It is just that spectre of ethnic feuds and disgruntled minorities which makes the inclusion of the central European states into Europe so vitally urgent and important. Only through the European Union can those demons be exorcised. Exclusion from Europe would exacerbate conflicts, which could reach a scale approximating what we have seen in former Yugoslavia. Such tensions could explode into war. That, indeed, was the deeper meaning in Helmut Kohl's remarks in his recent speech at Louvain, which, incidentally, has been misinterpreted and quoted out of context by some of our tabloids and broadsheets and turned into a kind of apocalyptic and menacing prophecy of doom.

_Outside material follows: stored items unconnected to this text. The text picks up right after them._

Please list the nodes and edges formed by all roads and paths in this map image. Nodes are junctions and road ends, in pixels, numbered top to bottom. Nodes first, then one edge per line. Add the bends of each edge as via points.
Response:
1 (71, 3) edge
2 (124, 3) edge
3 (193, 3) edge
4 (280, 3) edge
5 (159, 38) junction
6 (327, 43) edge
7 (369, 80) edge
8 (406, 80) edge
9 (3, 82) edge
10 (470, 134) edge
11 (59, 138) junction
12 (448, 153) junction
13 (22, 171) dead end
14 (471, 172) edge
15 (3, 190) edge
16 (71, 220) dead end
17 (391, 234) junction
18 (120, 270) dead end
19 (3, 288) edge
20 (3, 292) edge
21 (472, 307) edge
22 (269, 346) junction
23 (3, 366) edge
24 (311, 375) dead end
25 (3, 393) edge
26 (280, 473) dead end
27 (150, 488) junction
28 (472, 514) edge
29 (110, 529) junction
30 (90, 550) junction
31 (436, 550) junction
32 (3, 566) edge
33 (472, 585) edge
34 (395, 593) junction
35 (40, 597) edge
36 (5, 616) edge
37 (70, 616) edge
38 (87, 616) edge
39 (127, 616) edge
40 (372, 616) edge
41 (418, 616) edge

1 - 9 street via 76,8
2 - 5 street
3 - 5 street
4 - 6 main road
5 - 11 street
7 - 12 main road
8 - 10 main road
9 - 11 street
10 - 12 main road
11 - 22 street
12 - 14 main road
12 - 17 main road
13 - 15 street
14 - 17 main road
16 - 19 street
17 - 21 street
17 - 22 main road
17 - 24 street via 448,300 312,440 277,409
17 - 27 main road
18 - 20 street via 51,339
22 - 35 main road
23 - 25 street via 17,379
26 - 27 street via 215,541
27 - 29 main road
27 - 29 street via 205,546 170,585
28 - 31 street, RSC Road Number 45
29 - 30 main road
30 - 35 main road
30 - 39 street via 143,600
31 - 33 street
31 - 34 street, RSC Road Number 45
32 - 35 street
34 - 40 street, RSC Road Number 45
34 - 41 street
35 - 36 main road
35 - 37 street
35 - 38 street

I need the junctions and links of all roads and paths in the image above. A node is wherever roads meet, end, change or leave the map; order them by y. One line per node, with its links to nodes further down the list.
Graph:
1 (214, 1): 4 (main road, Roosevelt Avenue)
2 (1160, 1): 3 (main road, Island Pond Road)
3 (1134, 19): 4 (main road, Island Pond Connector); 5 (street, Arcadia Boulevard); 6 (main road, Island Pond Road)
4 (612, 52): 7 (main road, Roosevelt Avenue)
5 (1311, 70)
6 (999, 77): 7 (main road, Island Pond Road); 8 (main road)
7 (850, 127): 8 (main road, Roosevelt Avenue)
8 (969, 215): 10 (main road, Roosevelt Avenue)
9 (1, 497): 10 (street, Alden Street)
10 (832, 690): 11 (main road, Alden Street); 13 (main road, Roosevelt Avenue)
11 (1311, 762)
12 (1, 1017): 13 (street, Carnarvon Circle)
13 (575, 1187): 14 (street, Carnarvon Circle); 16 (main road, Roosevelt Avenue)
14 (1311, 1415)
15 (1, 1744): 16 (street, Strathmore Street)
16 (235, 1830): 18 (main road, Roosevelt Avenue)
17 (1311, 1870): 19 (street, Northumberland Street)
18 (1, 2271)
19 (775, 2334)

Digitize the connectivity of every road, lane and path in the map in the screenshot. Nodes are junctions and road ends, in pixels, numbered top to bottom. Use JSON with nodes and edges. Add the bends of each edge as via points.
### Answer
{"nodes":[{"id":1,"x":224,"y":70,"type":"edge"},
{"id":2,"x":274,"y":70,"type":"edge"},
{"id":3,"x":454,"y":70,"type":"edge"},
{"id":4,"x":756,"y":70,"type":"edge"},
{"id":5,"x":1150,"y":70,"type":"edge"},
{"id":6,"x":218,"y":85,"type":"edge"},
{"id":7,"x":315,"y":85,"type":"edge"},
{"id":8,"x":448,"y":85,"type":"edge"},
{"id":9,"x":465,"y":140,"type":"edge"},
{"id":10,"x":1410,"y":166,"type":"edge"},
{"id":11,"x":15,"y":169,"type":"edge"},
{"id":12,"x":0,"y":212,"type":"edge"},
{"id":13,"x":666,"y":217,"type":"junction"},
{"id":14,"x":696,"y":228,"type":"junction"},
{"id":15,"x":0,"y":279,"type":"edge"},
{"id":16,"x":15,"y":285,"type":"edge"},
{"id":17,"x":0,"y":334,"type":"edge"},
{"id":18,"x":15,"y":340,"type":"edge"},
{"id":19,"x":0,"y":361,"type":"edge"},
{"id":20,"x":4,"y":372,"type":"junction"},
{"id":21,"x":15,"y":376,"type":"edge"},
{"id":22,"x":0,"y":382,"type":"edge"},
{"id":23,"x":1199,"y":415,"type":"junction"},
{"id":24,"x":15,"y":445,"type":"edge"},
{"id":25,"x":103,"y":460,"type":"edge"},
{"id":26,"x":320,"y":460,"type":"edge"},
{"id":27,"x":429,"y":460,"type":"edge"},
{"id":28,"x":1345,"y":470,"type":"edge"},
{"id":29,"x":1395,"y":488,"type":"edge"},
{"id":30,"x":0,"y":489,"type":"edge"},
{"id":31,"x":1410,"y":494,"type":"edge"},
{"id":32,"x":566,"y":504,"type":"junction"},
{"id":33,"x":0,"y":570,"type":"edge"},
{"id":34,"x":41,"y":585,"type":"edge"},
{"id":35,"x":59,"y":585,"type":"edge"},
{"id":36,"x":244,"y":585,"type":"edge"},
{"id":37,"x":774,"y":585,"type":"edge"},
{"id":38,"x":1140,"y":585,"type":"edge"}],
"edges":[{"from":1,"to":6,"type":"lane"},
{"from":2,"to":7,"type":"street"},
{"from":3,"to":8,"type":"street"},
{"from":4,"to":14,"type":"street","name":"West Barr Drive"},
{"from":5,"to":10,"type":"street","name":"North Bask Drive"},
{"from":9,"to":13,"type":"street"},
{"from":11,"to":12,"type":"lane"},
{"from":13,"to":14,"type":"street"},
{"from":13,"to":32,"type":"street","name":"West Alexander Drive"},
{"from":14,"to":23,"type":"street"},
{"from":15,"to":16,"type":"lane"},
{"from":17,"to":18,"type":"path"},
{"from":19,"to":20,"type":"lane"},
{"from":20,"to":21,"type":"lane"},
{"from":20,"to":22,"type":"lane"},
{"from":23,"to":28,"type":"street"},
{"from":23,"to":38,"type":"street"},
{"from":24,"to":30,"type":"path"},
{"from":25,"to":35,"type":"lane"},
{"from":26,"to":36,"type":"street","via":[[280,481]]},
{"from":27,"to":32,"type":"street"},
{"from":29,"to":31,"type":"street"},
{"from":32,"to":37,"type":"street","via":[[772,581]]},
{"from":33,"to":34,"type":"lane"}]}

If Poland, Hungary and the Czech Republic deserve our unambiguous support, Slovakia's political scene must give us pause to reflect. The Slovaks' decision to separate from the Czechs has brought them face to face with massive economic problems and thrown into relief the issue of the Hungarian minority. An authoritarian party is in government. It rides roughshod over human rights and the freedom of press and television. There is a courageous democratic opposition which needs our support. The strategic importance of Slovakia, which borders on the former Soviet Union and is liable to KGB penetration, must be of concern. However, I believe that the Slovaks' firm desire for integration into Europe will mitigate the current political danger, but not without a very firm line from the European Union, including Her Majesty's Government.

There remains Slovenia. I am very glad that the noble Baroness, Lady Blackstone, singled out Slovenia. It is that part of former Yugoslavia which is ethnically homogeneous--an educated, civilised people decidedly prepared to meet the European criteria in the near future. Whereas there are still disputes with Austria, which has a tiny Slovene minority, there is a lingering and serious feud with Italy--shades of Marshal Tito's territorial expansion in and around the Adriatic littoral.

On the one hand, we must remember Slovenia's suffering in the last war; but, on the other hand, we must not dismiss Italian claims as flamboyant reassertions of Gabriele d'Annunzio's posturing claims on the eve of the fascist march on Rome. A compromise is necessary and we should help to broker it. There are grounds for optimism. There is much commonality of interest and shared culture between Slovenes, Austrians and Italians. Some time at the height of the cold war I had occasion to attend several meetings of writers, teachers and young politicians in a forum called Alpe-Adria, where Austrians, Slovenes and Italians shared constructively hopes for a peaceful trilateral future.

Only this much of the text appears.